Last Updated on June 8, 2023 by Ellen
Boracay Island is a gorgeous place on Earth. Its White Beach and other beaches are simply fantastic. The sites have drawn tourists to this otherwise relatively rural area of Malay, Aklan, Philippines, for years. The region is dependent on tourism.
And now there is a revised Boracay tourism plan. But will it be enough to draw back the crowds?
When the coronavirus shut everything down, income disappeared for thousands and thousands of people.
I have met several Filipinos who used to make a living from Boracay tourism: sailing crew, dive masters, wind surfing instructors, tour guides, and more.
It even affects mainland Malay on the nearby, much larger island of Panay. Our friend and landlady Yolly has little business at the Hangout Beach Resort. An embroiderer for souvenirs had good business during the boom times, but not now.
People who worked in the tourism sector have moved back home with families in Kalibo, or Caticlan, or other mainland locations. These days, these people try for alternative sources of income.
They are selling their possessions, crafting flower pots, selling homemade food or “ice candy”.
Everyone wants to work. Everyone wants to be valued. But outside tourism, there aren’t many, if any, jobs.
I spent some time with a local family the other day, and they asked where Tedly was. I told them my husband was up on Ati mountain, working on projects. Eyes got wide around the table.
Maybe, someone suggested, (a family member) can work with your husband. There are no other jobs right now.
I wish we could create jobs out of thin air. I wish we could help everyone who needs it — not only the indigenous Ati tribe. But we can’t. And that weighs on me heavily sometimes.
Boracay tourism plan
When Boracay opened to regional tourism several weeks ago, there were big hopes that people living in the Western Visaya area of the Philippines would flock back to the famed beaches.

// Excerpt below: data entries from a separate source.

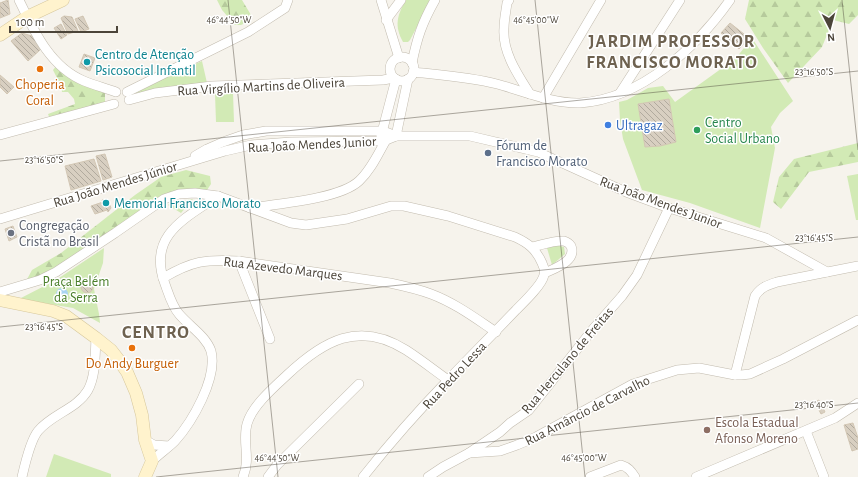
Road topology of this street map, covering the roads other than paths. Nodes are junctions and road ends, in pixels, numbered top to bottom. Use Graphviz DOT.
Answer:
graph roads {
  1 [pos="19,0"];
  2 [pos="63,0"];
  3 [pos="288,0"];
  4 [pos="381,0"];
  5 [pos="401,0"];
  6 [pos="435,0"];
  7 [pos="509,0"];
  8 [pos="602,0"];
  9 [pos="680,0"];
  10 [pos="730,0"];
  11 [pos="27,17"];
  12 [pos="386,20"];
  13 [pos="0,35"];
  14 [pos="399,58"];
  15 [pos="411,71"];
  16 [pos="395,78"];
  17 [pos="116,92"];
  18 [pos="530,94"];
  19 [pos="620,94"];
  20 [pos="128,96"];
  21 [pos="543,98"];
  22 [pos="114,104"];
  23 [pos="383,131"];
  24 [pos="0,134"];
  25 [pos="396,136"];
  26 [pos="382,140"];
  27 [pos="184,163"];
  28 [pos="218,196"];
  29 [pos="249,208"];
  30 [pos="669,208"];
  31 [pos="0,219"];
  32 [pos="532,247"];
  33 [pos="239,261"];
  34 [pos="858,266"];
  35 [pos="828,272"];
  36 [pos="545,273"];
  37 [pos="163,278"];
  38 [pos="0,292"];
  39 [pos="0,300"];
  40 [pos="858,320"];
  41 [pos="496,332"];
  42 [pos="96,338"];
  43 [pos="270,339"];
  44 [pos="735,375"];
  45 [pos="448,380"];
  46 [pos="359,384"];
  47 [pos="858,403"];
  48 [pos="806,431"];
  49 [pos="145,440"];
  50 [pos="169,446"];
  51 [pos="469,453"];
  52 [pos="152,461"];
  53 [pos="700,476"];
  54 [pos="22,477"];
  55 [pos="145,477"];
  56 [pos="243,477"];
  57 [pos="268,477"];
  58 [pos="363,477"];
  59 [pos="428,477"];
  60 [pos="590,477"];
  61 [pos="635,477"];
  62 [pos="824,477"];
  1 -- 11 [label="street"];
  2 -- 11 [label="main road"];
  3 -- 20 [label="street"];
  4 -- 12 [label="street"];
  5 -- 12 [label="street"];
  6 -- 15 [label="street"];
  7 -- 18 [label="street"];
  8 -- 21 [label="street"];
  9 -- 19 [label="street"];
  10 -- 19 [label="street"];
  11 -- 13 [label="main road"];
  11 -- 17 [label="street"];
  12 -- 14 [label="street"];
  14 -- 15 [label="street"];
  14 -- 16 [label="street"];
  15 -- 16 [label="street"];
  15 -- 18 [label="street"];
  15 -- 25 [label="street"];
  16 -- 20 [label="street, Rua Virgílio Martins de Oliveira"];
  16 -- 23 [label="street"];
  17 -- 20 [label="street"];
  17 -- 22 [label="street"];
  18 -- 21 [label="street"];
  19 -- 21 [label="street"];
  20 -- 22 [label="street"];
  22 -- 24 [label="street"];
  23 -- 25 [label="street, Rua João Mendes Junior"];
  23 -- 26 [label="street"];
  23 -- 27 [label="street, Rua João Mendes Junior"];
  25 -- 26 [label="street, Rua João Mendes Junior"];
  25 -- 30 [label="street, Rua João Mendes Junior"];
  26 -- 27 [label="street, Rua João Mendes Junior"];
  26 -- 29 [label="street"];
  27 -- 31 [label="street, Rua João Mendes Júnior"];
  28 -- 29 [label="street"];
  28 -- 37 [label="street"];
  28 -- 38 [label="street"];
  29 -- 32 [label="street"];
  30 -- 35 [label="street, Rua João Mendes Junior"];
  30 -- 51 [label="street, Rua Herculano de Freitas"];
  32 -- 36 [label="street"];
  32 -- 36 [label="street"];
  33 -- 37 [label="street, Rua Azevedo Marques"];
  33 -- 41 [label="street, Rua Azevedo Marques"];
  33 -- 43 [label="street"];
  34 -- 35 [label="street"];
  35 -- 44 [label="street"];
  36 -- 41 [label="street, Rua Pedro Lessa"];
  37 -- 50 [label="street"];
  39 -- 42 [label="main road"];
  40 -- 44 [label="street, Rua Amâncio de Carvalho"];
  41 -- 45 [label="street, Rua Pedro Lessa"];
  42 -- 49 [label="main road"];
  42 -- 54 [label="street"];
  44 -- 51 [label="street, Rua Amâncio de Carvalho"];
  45 -- 56 [label="street"];
  45 -- 58 [label="street, Rua Pedro Lessa"];
  46 -- 57 [label="street"];
  47 -- 48 [label="street"];
  48 -- 53 [label="street"];
  48 -- 62 [label="street"];
  49 -- 50 [label="street"];
  49 -- 52 [label="main road"];
  50 -- 52 [label="street"];
  51 -- 59 [label="street, Rua Herculano de Freitas"];
  52 -- 55 [label="main road"];
  60 -- 61 [label="street"];
}
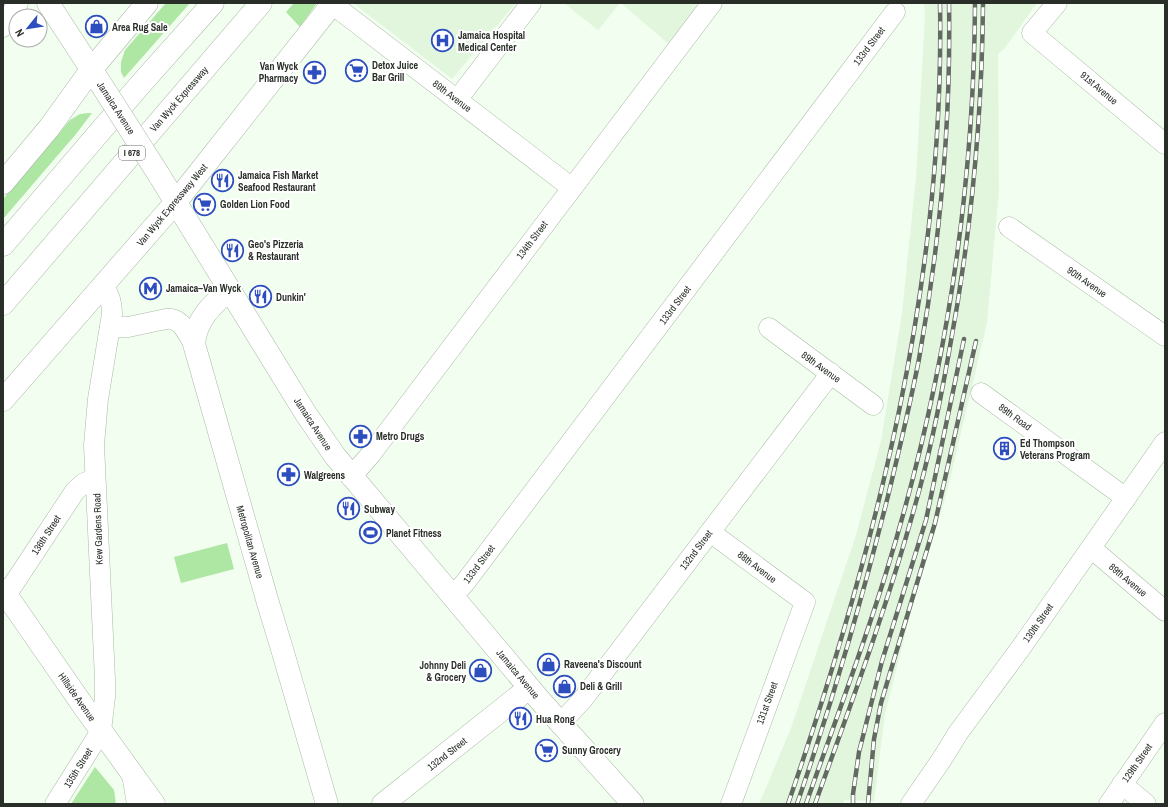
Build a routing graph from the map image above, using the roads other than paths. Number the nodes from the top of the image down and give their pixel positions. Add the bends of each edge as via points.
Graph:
1 (18, 3) edge
2 (48, 3) edge
3 (147, 3) edge
4 (213, 3) edge
5 (262, 3) edge
6 (531, 3) edge
7 (712, 3) edge
8 (1058, 3) edge
9 (332, 4) edge
10 (895, 12) dead end
11 (3, 27) edge
12 (91, 70) junction
13 (457, 100) junction
14 (1165, 144) edge
15 (3, 184) edge
16 (572, 188) junction
17 (175, 203) junction
18 (1009, 228) dead end
19 (3, 245) edge
20 (104, 287) junction
21 (230, 290) junction
22 (3, 304) edge
23 (110, 327) junction
24 (769, 328) dead end
25 (1165, 336) edge
26 (194, 344) junction
27 (831, 373) junction
28 (981, 393) dead end
29 (3, 400) edge
30 (873, 405) dead end
31 (1165, 442) edge
32 (351, 477) junction
33 (96, 479) junction
34 (1126, 498) junction
35 (710, 532) junction
36 (1091, 548) junction
37 (4, 595) edge
38 (452, 596) junction
39 (805, 602) joint
40 (1165, 611) edge
41 (529, 688) junction
42 (1165, 723) edge
43 (560, 724) junction
44 (101, 731) junction
45 (132, 774) junction
46 (1122, 784) junction
47 (55, 804) edge
48 (137, 804) edge
49 (154, 804) edge
50 (327, 804) edge
51 (383, 804) edge
52 (632, 804) edge
53 (731, 804) edge
54 (911, 804) edge
55 (1108, 804) edge
56 (1146, 804) edge

1 - 11 street
2 - 12 main road, Jamaica Avenue
3 - 12 main road
4 - 19 main road
5 - 22 main road, Van Wyck Expressway / I 678
6 - 13 street
7 - 16 street, 134th Street
8 - 14 street, 91st Avenue via 1032,32
9 - 13 street, 89th Avenue
9 - 17 main road, Van Wyck Expressway West
10 - 38 street, 133rd Street via 464,584
12 - 15 main road via 49,128
12 - 17 main road, Jamaica Avenue, bridge
13 - 16 street, 89th Avenue
16 - 32 street, 134th Street
17 - 20 main road, Van Wyck Expressway West
17 - 21 main road, Jamaica Avenue
18 - 25 street, 90th Avenue
20 - 23 street, Kew Gardens Road via 111,302
20 - 29 main road, Van Wyck Expressway West
21 - 26 main road, Metropolitan Avenue via 215,302 200,321
21 - 32 main road, Jamaica Avenue via 306,414
23 - 26 street via 128,327 173,319 182,325
23 - 33 street, Kew Gardens Road via 94,433
24 - 27 street, 89th Avenue
26 - 50 main road, Metropolitan Avenue
27 - 30 street, 89th Avenue
27 - 35 street, 132nd Street
28 - 34 street, 89th Road
31 - 34 street, 130th Street
32 - 38 main road, Jamaica Avenue
33 - 37 street, 136th Street via 84,483 75,491
33 - 44 street, Kew Gardens Road via 105,697
34 - 36 street, 130th Street
35 - 39 street, 88th Avenue
35 - 43 street, 132nd Street via 583,699
36 - 40 street, 89th Avenue
36 - 54 street, 130th Street
37 - 44 main road, Hillside Avenue
38 - 41 main road, Jamaica Avenue
39 - 53 street, 131st Street
41 - 43 main road, Jamaica Avenue
41 - 51 main road, 132nd Street
42 - 46 street, 129th Street
43 - 52 main road, Jamaica Avenue
44 - 45 main road, Hillside Avenue
44 - 47 street, 135th Street
45 - 48 street
45 - 49 main road, Hillside Avenue
46 - 55 street, 129th Street
46 - 56 street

It didn’t happen. A few dozen people showed up that first week, and the number of visitors has never taken off.
Boracay is still closed to most travelers, including international visitors. Right now, it’s like a deserted paradise, compared to the days of thousands of visitors swarming the beach.
When it will fully reopen remains a a mystery, thanks to the ‘Rona. So local leaders have made some recent changes to the Boracay tourism plan to drum up more regional business.
They’ve got to do something. People are desperate for income.
Age restrictions lifted
People under 21 and over 60 years old have not technically been allowed to travel to Boracay since the partial reopening. Now, they can.
Boracay business leaders have lamented that family travel is less likely if your family members aren’t allowed to go with you. So Boracay got permission from the Department of Tourism to scrap age-related restrictions.
Temperature checks & phone numbers
I have been over to Boracay several times since it opened in June. At the port, you have your temperature checked, step on sanitizing mats, get your hands sprayed with sanitizer, and give your phone number for possible contact tracing.
Supermarkets and malls, guards take your temperature and spray your hands with sanitizer and you sign in.
At individual shops and restaurants, it’s up to the proprietor whether your temperature will be taken, but every place has sanitizer and a sign in book for possible contact tracing (aside from sari-sari stores).
Before you go into the water, you must sign in at lifeguard stations, where there are temperature checks and hand sanitizer. If you wander down the beach to a different station, you must sign in again.
There are no known cases of COVID-19 on Boracay at the moment. Leaders need to keep it that way, along with health and safety measures, so tourists feel safe enough to return.
I haven’t seen a high-tech thermal scanner at the Caticlan port, but reportedly it’s coming. Two of them have been donated to the country.
One facial recognition thermal scanner was recently installed at the Kalibo International Airport. It’s the first one in the Philippines. That’s how important tourism is to this region – and this country.
“Through this, we could guarantee to tourists that we have an effective and modern tool in our campaign against Covid-19,” an official is quoted as saying.
The ‘new normal’
Will these precautions and changes be enough to lure people back to this part of the planet? I think it will help to some degree.
But overall, I think the ‘new normal’ will not have as many casual tourists as in previous boom times. I do not think easy tourism money will return. At least not anytime soon.
Meanwhile, I will continue to head over to Boracay once or twice or thrice a week. I will patron the businesses that are still open, and enjoy the beaches that are special to Boracay.
Thanks for reading, “Boracay tourism plan boosted by new features.”